> [Your instructions]:
Through to the final line, write out the records below exactly, omitting any images they contain.

◆ ◆ ◆

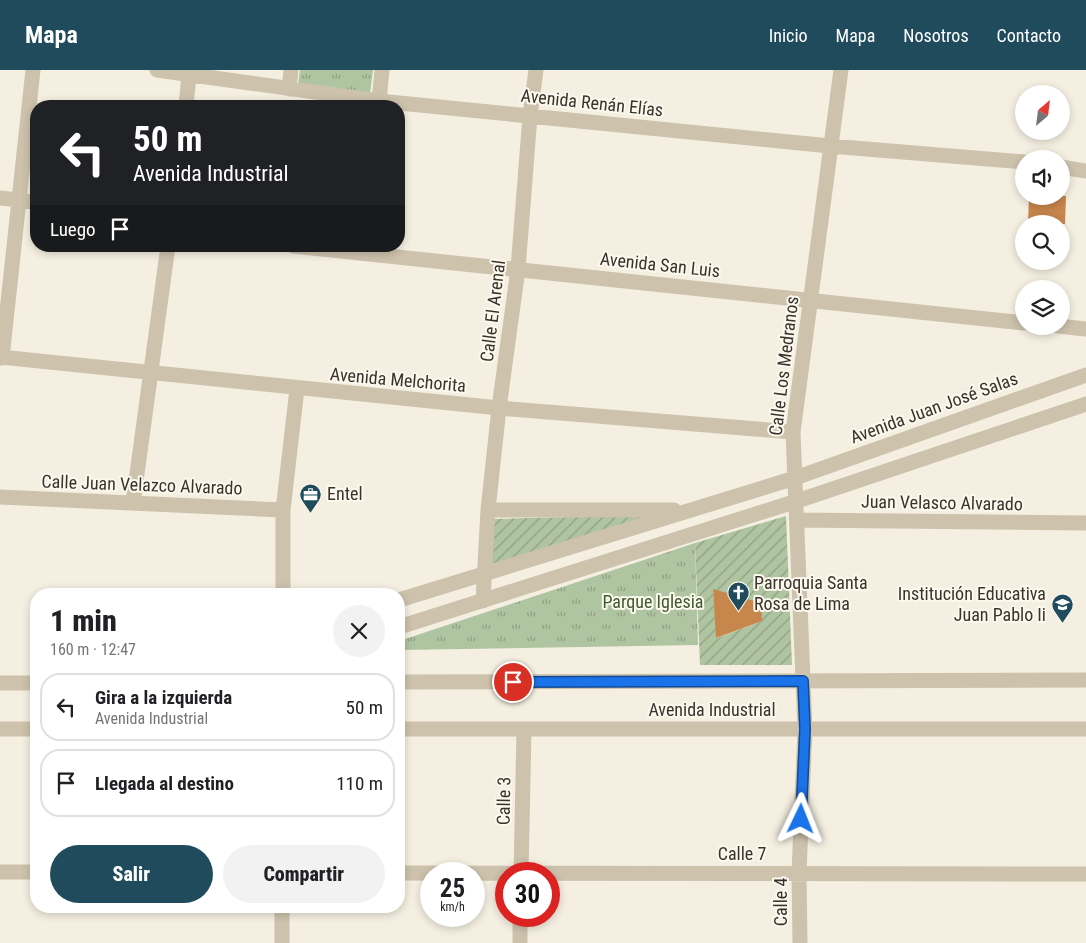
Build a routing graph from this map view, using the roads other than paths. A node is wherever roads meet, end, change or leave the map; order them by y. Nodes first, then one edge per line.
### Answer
1 (33, 70) edge
2 (157, 70) edge
3 (291, 70) edge
4 (382, 70) edge
5 (536, 70) edge
6 (841, 70) edge
7 (182, 73) edge
8 (289, 90) junction
9 (185, 100) edge
10 (371, 100) edge
11 (379, 100) edge
12 (405, 104) edge
13 (530, 116) junction
14 (830, 146) junction
15 (1015, 161) edge
16 (1070, 168) edge
17 (1086, 171) edge
18 (0, 198) edge
19 (18, 200) junction
20 (30, 201) edge
21 (167, 252) edge
22 (352, 252) edge
23 (518, 269) junction
24 (810, 300) junction
25 (1015, 321) edge
26 (1070, 327) edge
27 (1086, 329) edge
28 (1, 358) edge
29 (150, 374) junction
30 (1086, 375) edge
31 (297, 389) junction
32 (1086, 404) edge
33 (499, 408) junction
34 (984, 410) junction
35 (793, 432) junction
36 (993, 434) junction
37 (795, 478) junction
38 (0, 497) edge
39 (796, 501) junction
40 (133, 503) junction
41 (283, 510) junction
42 (488, 510) junction
43 (692, 510) junction
44 (797, 520) junction
45 (1086, 523) edge
46 (485, 573) junction
47 (283, 588) edge
48 (405, 598) edge
49 (483, 601) junction
50 (405, 626) edge
51 (1086, 680) edge
52 (803, 681) junction
53 (405, 682) edge
54 (0, 683) edge
55 (30, 683) edge
56 (1086, 728) edge
57 (0, 729) edge
58 (30, 729) edge
59 (405, 729) edge
60 (524, 729) junction
61 (805, 729) junction
62 (521, 862) edge
63 (0, 872) edge
64 (30, 872) edge
65 (405, 873) edge
66 (495, 873) edge
67 (560, 873) edge
68 (799, 873) junction
69 (1086, 874) edge
70 (282, 913) edge
71 (520, 927) edge
72 (282, 943) edge
73 (520, 943) edge
74 (800, 943) edge

1 - 19 street
2 - 7 street, Avenida Renán Elías
3 - 8 street
4 - 11 street
5 - 13 street, Calle El Arenal
6 - 14 street, Calle Los Medranos
7 - 8 street, Avenida Renán Elías
7 - 9 street
8 - 10 street, Avenida Renán Elías
12 - 13 street, Avenida Renán Elías
13 - 14 street, Avenida Renán Elías
13 - 23 street, Calle El Arenal
14 - 15 street, Avenida Renán Elías
14 - 24 street, Calle Los Medranos
16 - 17 street
18 - 19 street
19 - 20 street
19 - 28 street
21 - 29 street
22 - 23 street, Avenida San Luis
23 - 24 street, Avenida San Luis
23 - 33 street, Calle El Arenal
24 - 25 street, Avenida San Luis
24 - 35 street, Calle Los Medranos
26 - 27 street
28 - 29 street, Avenida Melchorita
29 - 31 street, Avenida Melchorita
29 - 40 street
30 - 34 street, Avenida Juan José Salas
31 - 33 street, Avenida Melchorita
31 - 41 street
32 - 36 street
33 - 35 street, Avenida Melchorita
33 - 42 street, Calle El Arenal
34 - 36 street
34 - 37 street, Avenida Juan José Salas
35 - 37 street, Calle Los Medranos
36 - 39 street
37 - 39 street, Calle Los Medranos
37 - 43 street, Avenida Juan José Salas
38 - 40 street, Calle Juan Velazco Alvarado
39 - 44 street, Calle Los Medranos
39 - 49 street
40 - 41 street, Calle Juan Velazco Alvarado
41 - 47 street
42 - 43 street
42 - 46 street, Calle El Arenal
43 - 46 street, Avenida Juan José Salas
44 - 45 street, Juan Velasco Alvarado
44 - 52 street, Calle Los Medranos
46 - 48 street, Avenida Juan José Salas
46 - 49 street, Calle El Arenal
49 - 50 street
51 - 52 street, Avenida Industrial
52 - 53 street, Avenida Industrial
52 - 61 street, Calle 4
54 - 55 street
56 - 61 street, Avenida Industrial
57 - 58 street
59 - 60 street, Avenida Industrial
60 - 61 street, Avenida Industrial
60 - 62 street, Calle 3
61 - 68 street, Calle 4
63 - 64 street
65 - 66 street, Calle 7
67 - 68 street, Calle 7
68 - 69 street, Calle 7
68 - 74 street, Calle 4
70 - 72 street
71 - 73 street

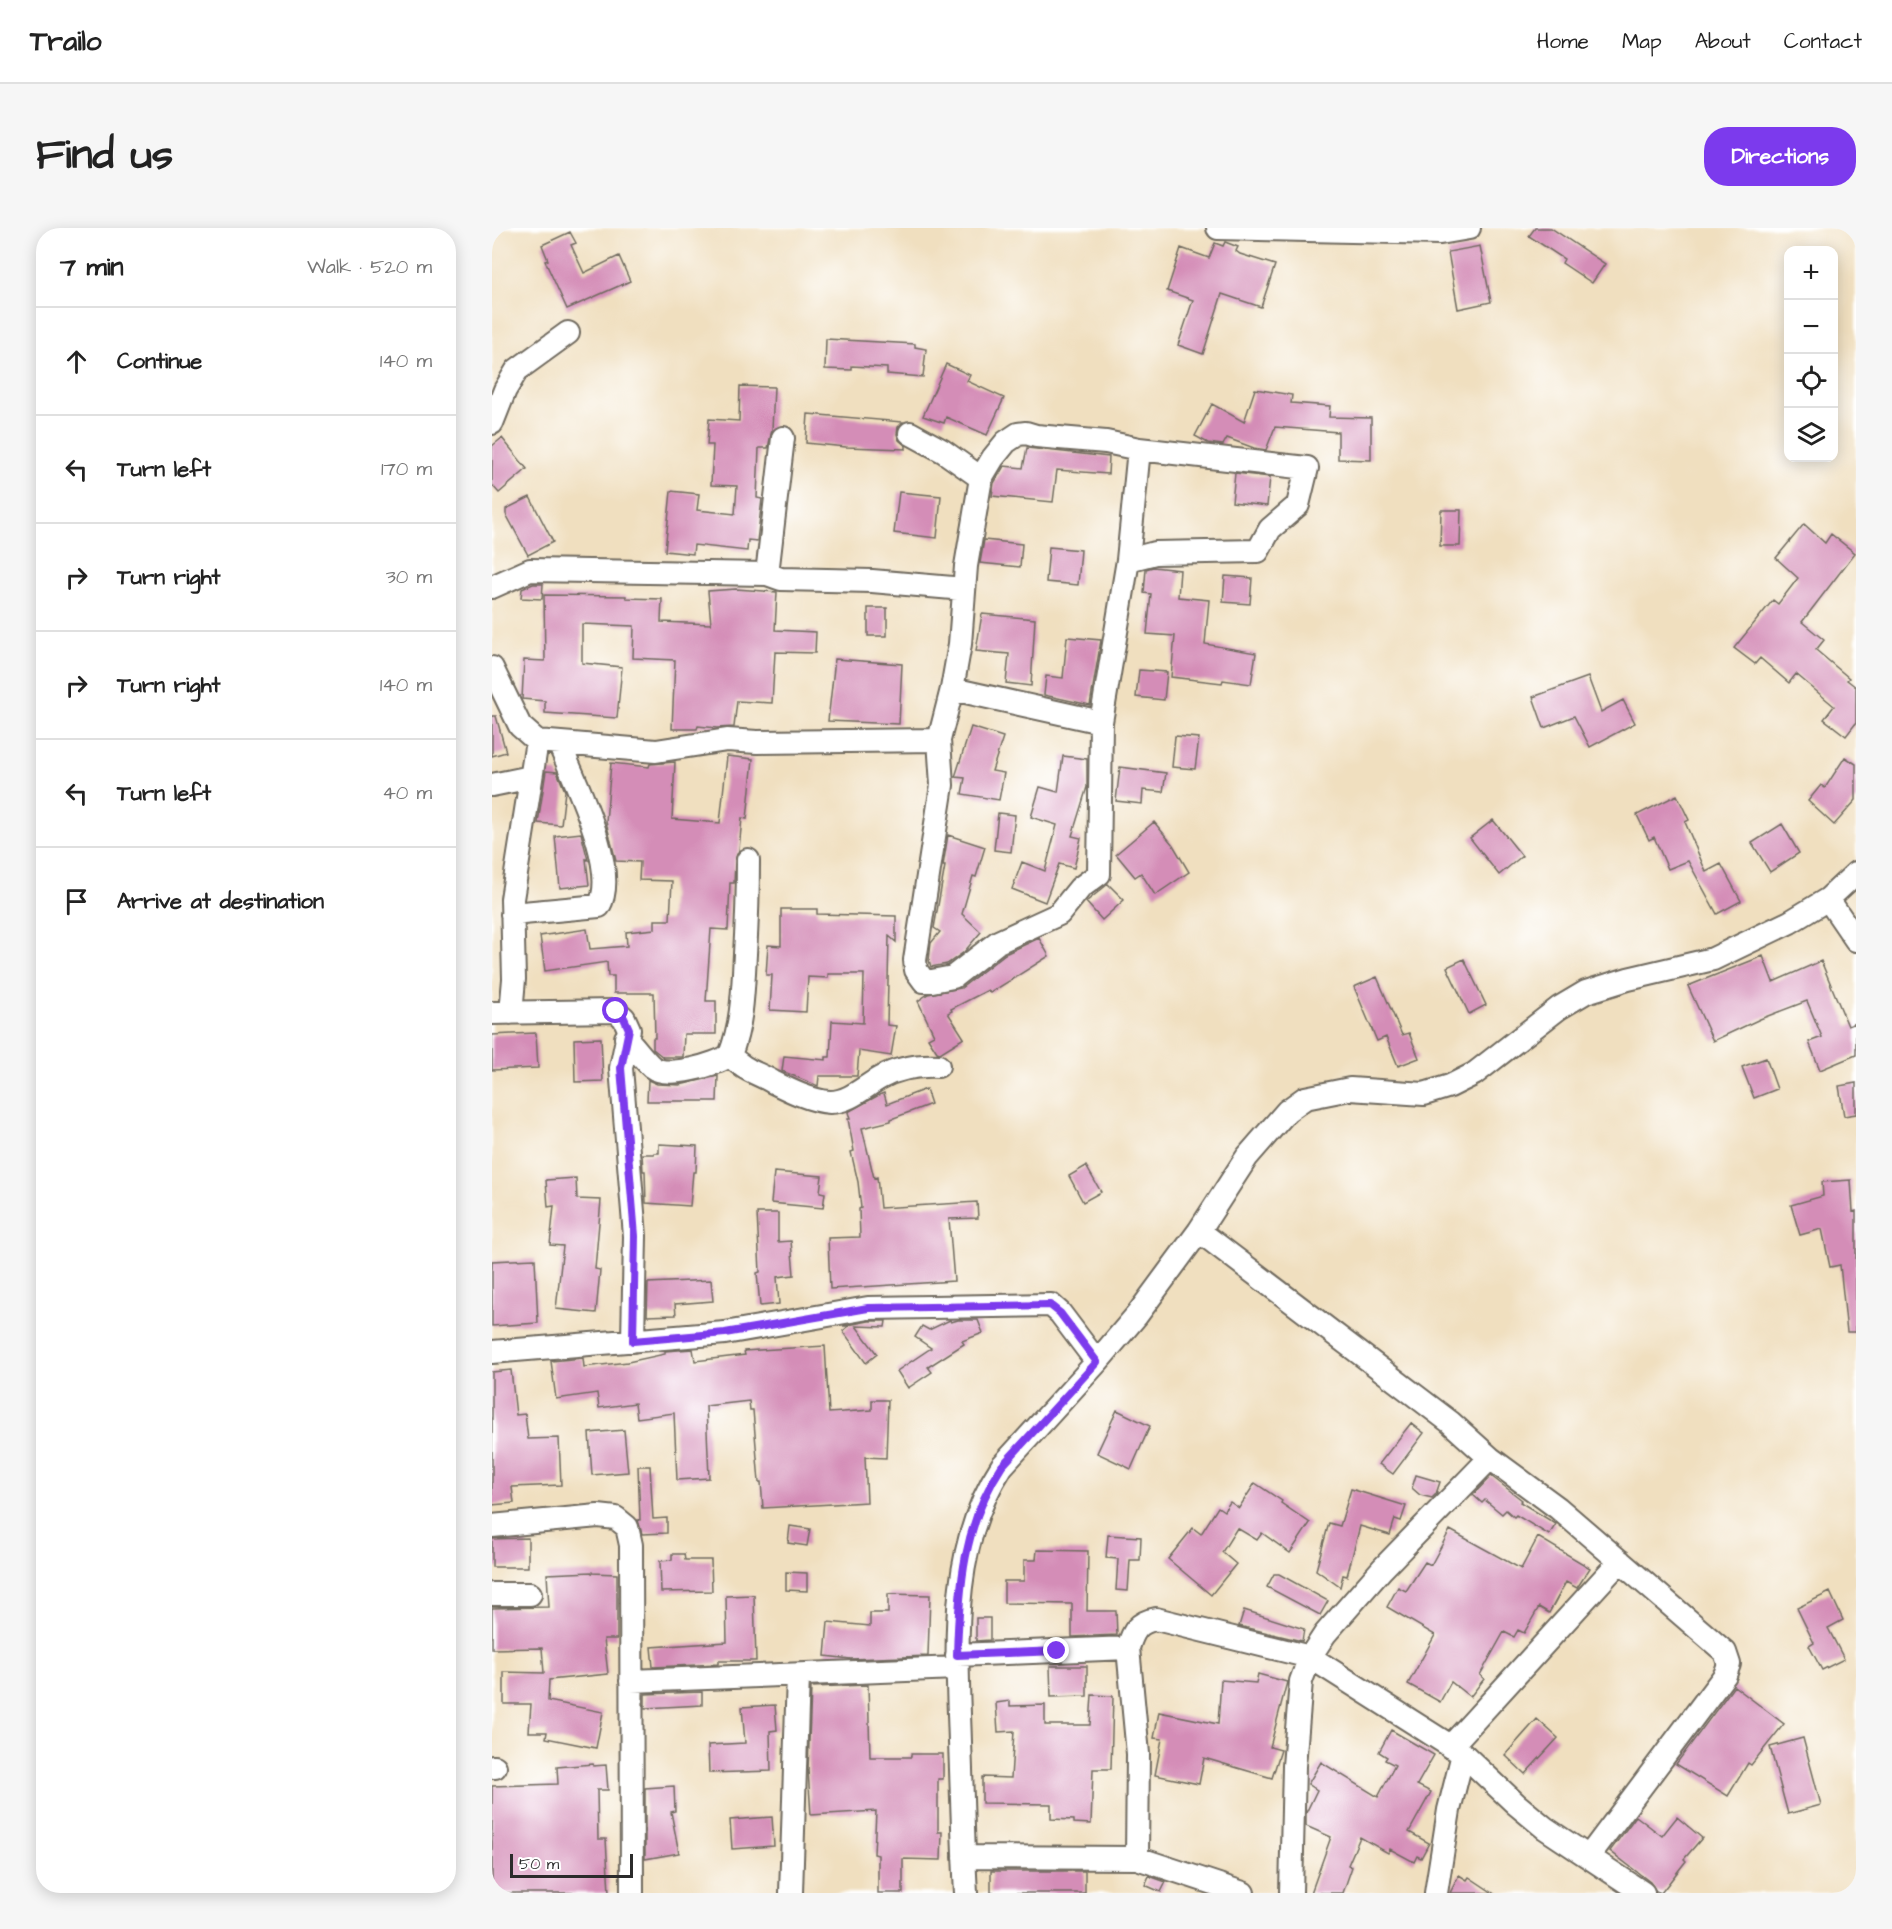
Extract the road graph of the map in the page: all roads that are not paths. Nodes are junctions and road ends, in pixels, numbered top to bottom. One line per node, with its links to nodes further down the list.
1 (1218, 228): 2 (street)
2 (1469, 228)
3 (568, 333): 4 (street)
4 (492, 423)
5 (910, 433): 8 (street)
6 (783, 438): 10 (street)
7 (1139, 449): 8 (street); 9 (street); 9 (street)
8 (981, 478): 12 (street)
9 (1128, 560): 15 (street)
10 (767, 574): 11 (street); 12 (street)
11 (492, 587)
12 (964, 589): 14 (street)
13 (492, 668): 17 (street)
14 (952, 690): 15 (street); 16 (street)
15 (1101, 722): 16 (street)
16 (939, 740): 17 (street)
17 (548, 742): 18 (street); 23 (street)
18 (531, 777): 19 (street); 23 (street)
19 (492, 785)
20 (748, 860): 27 (street)
21 (1856, 873): 22 (street)
22 (1828, 899): 24 (street); 29 (street)
23 (512, 915): 25 (street)
24 (1856, 940)
25 (502, 1013): 26 (street)
26 (626, 1038): 27 (street); 30 (street)
27 (730, 1055): 28 (street)
28 (938, 1066)
29 (1199, 1231): 32 (street); 33 (street)
30 (633, 1341): 31 (street); 32 (street)
31 (492, 1352)
32 (1097, 1362): 40 (street)
33 (1490, 1458): 35 (street); 39 (street)
34 (492, 1526): 42 (street)
35 (1620, 1561): 43 (street); 44 (street)
36 (492, 1594): 37 (street)
37 (530, 1594)
38 (1128, 1648): 39 (street); 40 (street); 46 (street)
39 (1310, 1658): 43 (street); 51 (street)
40 (957, 1662): 41 (street); 45 (street)
41 (798, 1676): 42 (street); 48 (street)
42 (631, 1681): 47 (street)
43 (1456, 1751): 44 (street); 52 (street)
44 (1588, 1856): 53 (street)
45 (964, 1857): 46 (street); 49 (street)
46 (1137, 1858): 50 (street)
47 (632, 1893)
48 (791, 1893)
49 (966, 1893)
50 (1243, 1893)
51 (1291, 1893)
52 (1436, 1893)
53 (1643, 1893)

◆ ◆ ◆

> [Solution]:
Build a routing graph from this map view, using the roads other than paths. A node is wherever roads meet, end, change or leave the map; order them by y. Nodes first, then one edge per line.
### Answer
1 (33, 70) edge
2 (157, 70) edge
3 (291, 70) edge
4 (382, 70) edge
5 (536, 70) edge
6 (841, 70) edge
7 (182, 73) edge
8 (289, 90) junction
9 (185, 100) edge
10 (371, 100) edge
11 (379, 100) edge
12 (405, 104) edge
13 (530, 116) junction
14 (830, 146) junction
15 (1015, 161) edge
16 (1070, 168) edge
17 (1086, 171) edge
18 (0, 198) edge
19 (18, 200) junction
20 (30, 201) edge
21 (167, 252) edge
22 (352, 252) edge
23 (518, 269) junction
24 (810, 300) junction
25 (1015, 321) edge
26 (1070, 327) edge
27 (1086, 329) edge
28 (1, 358) edge
29 (150, 374) junction
30 (1086, 375) edge
31 (297, 389) junction
32 (1086, 404) edge
33 (499, 408) junction
34 (984, 410) junction
35 (793, 432) junction
36 (993, 434) junction
37 (795, 478) junction
38 (0, 497) edge
39 (796, 501) junction
40 (133, 503) junction
41 (283, 510) junction
42 (488, 510) junction
43 (692, 510) junction
44 (797, 520) junction
45 (1086, 523) edge
46 (485, 573) junction
47 (283, 588) edge
48 (405, 598) edge
49 (483, 601) junction
50 (405, 626) edge
51 (1086, 680) edge
52 (803, 681) junction
53 (405, 682) edge
54 (0, 683) edge
55 (30, 683) edge
56 (1086, 728) edge
57 (0, 729) edge
58 (30, 729) edge
59 (405, 729) edge
60 (524, 729) junction
61 (805, 729) junction
62 (521, 862) edge
63 (0, 872) edge
64 (30, 872) edge
65 (405, 873) edge
66 (495, 873) edge
67 (560, 873) edge
68 (799, 873) junction
69 (1086, 874) edge
70 (282, 913) edge
71 (520, 927) edge
72 (282, 943) edge
73 (520, 943) edge
74 (800, 943) edge

1 - 19 street
2 - 7 street, Avenida Renán Elías
3 - 8 street
4 - 11 street
5 - 13 street, Calle El Arenal
6 - 14 street, Calle Los Medranos
7 - 8 street, Avenida Renán Elías
7 - 9 street
8 - 10 street, Avenida Renán Elías
12 - 13 street, Avenida Renán Elías
13 - 14 street, Avenida Renán Elías
13 - 23 street, Calle El Arenal
14 - 15 street, Avenida Renán Elías
14 - 24 street, Calle Los Medranos
16 - 17 street
18 - 19 street
19 - 20 street
19 - 28 street
21 - 29 street
22 - 23 street, Avenida San Luis
23 - 24 street, Avenida San Luis
23 - 33 street, Calle El Arenal
24 - 25 street, Avenida San Luis
24 - 35 street, Calle Los Medranos
26 - 27 street
28 - 29 street, Avenida Melchorita
29 - 31 street, Avenida Melchorita
29 - 40 street
30 - 34 street, Avenida Juan José Salas
31 - 33 street, Avenida Melchorita
31 - 41 street
32 - 36 street
33 - 35 street, Avenida Melchorita
33 - 42 street, Calle El Arenal
34 - 36 street
34 - 37 street, Avenida Juan José Salas
35 - 37 street, Calle Los Medranos
36 - 39 street
37 - 39 street, Calle Los Medranos
37 - 43 street, Avenida Juan José Salas
38 - 40 street, Calle Juan Velazco Alvarado
39 - 44 street, Calle Los Medranos
39 - 49 street
40 - 41 street, Calle Juan Velazco Alvarado
41 - 47 street
42 - 43 street
42 - 46 street, Calle El Arenal
43 - 46 street, Avenida Juan José Salas
44 - 45 street, Juan Velasco Alvarado
44 - 52 street, Calle Los Medranos
46 - 48 street, Avenida Juan José Salas
46 - 49 street, Calle El Arenal
49 - 50 street
51 - 52 street, Avenida Industrial
52 - 53 street, Avenida Industrial
52 - 61 street, Calle 4
54 - 55 street
56 - 61 street, Avenida Industrial
57 - 58 street
59 - 60 street, Avenida Industrial
60 - 61 street, Avenida Industrial
60 - 62 street, Calle 3
61 - 68 street, Calle 4
63 - 64 street
65 - 66 street, Calle 7
67 - 68 street, Calle 7
68 - 69 street, Calle 7
68 - 74 street, Calle 4
70 - 72 street
71 - 73 street

Extract the road graph of the map in the page: all roads that are not paths. Nodes are junctions and road ends, in pixels, numbered top to bottom. One line per node, with its links to nodes further down the list.
1 (1218, 228): 2 (street)
2 (1469, 228)
3 (568, 333): 4 (street)
4 (492, 423)
5 (910, 433): 8 (street)
6 (783, 438): 10 (street)
7 (1139, 449): 8 (street); 9 (street); 9 (street)
8 (981, 478): 12 (street)
9 (1128, 560): 15 (street)
10 (767, 574): 11 (street); 12 (street)
11 (492, 587)
12 (964, 589): 14 (street)
13 (492, 668): 17 (street)
14 (952, 690): 15 (street); 16 (street)
15 (1101, 722): 16 (street)
16 (939, 740): 17 (street)
17 (548, 742): 18 (street); 23 (street)
18 (531, 777): 19 (street); 23 (street)
19 (492, 785)
20 (748, 860): 27 (street)
21 (1856, 873): 22 (street)
22 (1828, 899): 24 (street); 29 (street)
23 (512, 915): 25 (street)
24 (1856, 940)
25 (502, 1013): 26 (street)
26 (626, 1038): 27 (street); 30 (street)
27 (730, 1055): 28 (street)
28 (938, 1066)
29 (1199, 1231): 32 (street); 33 (street)
30 (633, 1341): 31 (street); 32 (street)
31 (492, 1352)
32 (1097, 1362): 40 (street)
33 (1490, 1458): 35 (street); 39 (street)
34 (492, 1526): 42 (street)
35 (1620, 1561): 43 (street); 44 (street)
36 (492, 1594): 37 (street)
37 (530, 1594)
38 (1128, 1648): 39 (street); 40 (street); 46 (street)
39 (1310, 1658): 43 (street); 51 (street)
40 (957, 1662): 41 (street); 45 (street)
41 (798, 1676): 42 (street); 48 (street)
42 (631, 1681): 47 (street)
43 (1456, 1751): 44 (street); 52 (street)
44 (1588, 1856): 53 (street)
45 (964, 1857): 46 (street); 49 (street)
46 (1137, 1858): 50 (street)
47 (632, 1893)
48 (791, 1893)
49 (966, 1893)
50 (1243, 1893)
51 (1291, 1893)
52 (1436, 1893)
53 (1643, 1893)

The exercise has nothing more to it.